The caballero watches her out of sight and again turns to the body of the Spanish captain.
“Humph!” he grunts, as he lifts the limp form from the ground. “He is worth a dozen dead men, or my name isn’t John Barker.”
CHAPTER LIV.
AT BAY IN THE CONSUL’S HOUSE.
“There is something very odd in Mr. Van Zandt’s actions,” remarks Miss Hathaway, as she and Mr. Felton follow the winding trail down the hillside to the sea. The latter offers no explanation. He has aged fearfully in the last half-hour, and it is now a bowed, feeble, old man whom his companion more than once has to assist over the obstacles in their rough path.
“To the consul’s.

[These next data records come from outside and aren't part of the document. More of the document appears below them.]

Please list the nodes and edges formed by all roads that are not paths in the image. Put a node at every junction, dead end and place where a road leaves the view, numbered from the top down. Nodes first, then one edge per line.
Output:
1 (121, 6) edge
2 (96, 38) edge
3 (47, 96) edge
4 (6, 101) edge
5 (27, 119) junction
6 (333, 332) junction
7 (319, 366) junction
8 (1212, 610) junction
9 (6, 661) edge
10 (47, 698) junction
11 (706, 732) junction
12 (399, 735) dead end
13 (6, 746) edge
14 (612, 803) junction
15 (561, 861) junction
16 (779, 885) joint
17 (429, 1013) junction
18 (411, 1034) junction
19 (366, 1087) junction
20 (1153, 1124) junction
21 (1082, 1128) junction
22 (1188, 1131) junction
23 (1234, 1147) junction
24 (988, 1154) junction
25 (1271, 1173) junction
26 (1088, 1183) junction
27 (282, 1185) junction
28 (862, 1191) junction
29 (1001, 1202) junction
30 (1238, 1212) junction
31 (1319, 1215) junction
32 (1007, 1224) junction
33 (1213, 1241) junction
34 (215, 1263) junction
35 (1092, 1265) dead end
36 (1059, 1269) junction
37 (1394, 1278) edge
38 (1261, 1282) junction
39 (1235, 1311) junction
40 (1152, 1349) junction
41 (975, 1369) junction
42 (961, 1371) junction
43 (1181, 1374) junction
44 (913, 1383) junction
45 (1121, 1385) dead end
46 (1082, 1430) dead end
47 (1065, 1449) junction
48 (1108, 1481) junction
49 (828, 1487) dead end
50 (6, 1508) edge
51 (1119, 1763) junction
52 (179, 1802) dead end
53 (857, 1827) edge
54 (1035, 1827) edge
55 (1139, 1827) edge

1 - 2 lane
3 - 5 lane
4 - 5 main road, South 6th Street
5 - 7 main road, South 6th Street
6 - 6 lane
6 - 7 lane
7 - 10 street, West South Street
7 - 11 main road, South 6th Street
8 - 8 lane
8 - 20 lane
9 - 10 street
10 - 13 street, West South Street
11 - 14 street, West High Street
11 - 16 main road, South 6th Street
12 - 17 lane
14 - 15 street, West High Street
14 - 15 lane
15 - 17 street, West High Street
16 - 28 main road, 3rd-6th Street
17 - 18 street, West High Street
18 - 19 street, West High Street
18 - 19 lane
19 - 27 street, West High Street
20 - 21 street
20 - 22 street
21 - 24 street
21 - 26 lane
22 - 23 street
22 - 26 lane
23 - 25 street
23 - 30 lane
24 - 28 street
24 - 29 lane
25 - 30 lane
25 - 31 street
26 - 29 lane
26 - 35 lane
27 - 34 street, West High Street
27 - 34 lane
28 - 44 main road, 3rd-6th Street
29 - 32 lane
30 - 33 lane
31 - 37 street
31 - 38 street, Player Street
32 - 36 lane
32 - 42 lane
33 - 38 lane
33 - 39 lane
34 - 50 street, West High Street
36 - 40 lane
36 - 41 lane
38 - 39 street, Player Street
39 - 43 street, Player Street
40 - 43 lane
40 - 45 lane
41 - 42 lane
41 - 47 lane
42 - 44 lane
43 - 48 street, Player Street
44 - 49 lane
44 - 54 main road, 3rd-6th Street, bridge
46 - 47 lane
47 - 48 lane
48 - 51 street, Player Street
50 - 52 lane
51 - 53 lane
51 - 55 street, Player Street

To the consul’s,” is all he says, and the journey is finished in silence.
The residence of William Atwood, United States consul, is situated about two hundred yards back from the shore, about a half a mile below the mole at Santiago. The nearest neighbor is a quarter of a mile away, toward the city. It is a plain, square, two-storied structure. A broad veranda fronts both stories and ivy very nearly conceals three of the walls of the building. An innovation, to the Cuban view absurd, is an electric door bell, put in by the consul himself. It is this bell that Mr. Felton presses, with the remark: “I begin to feel at home already.”
The summons are answered by a porter who tells them that the consul is gone.
“Gone? Gone where?” demands Mr. Felton, with a start of uneasiness that is inexplicable to Miss Hathaway.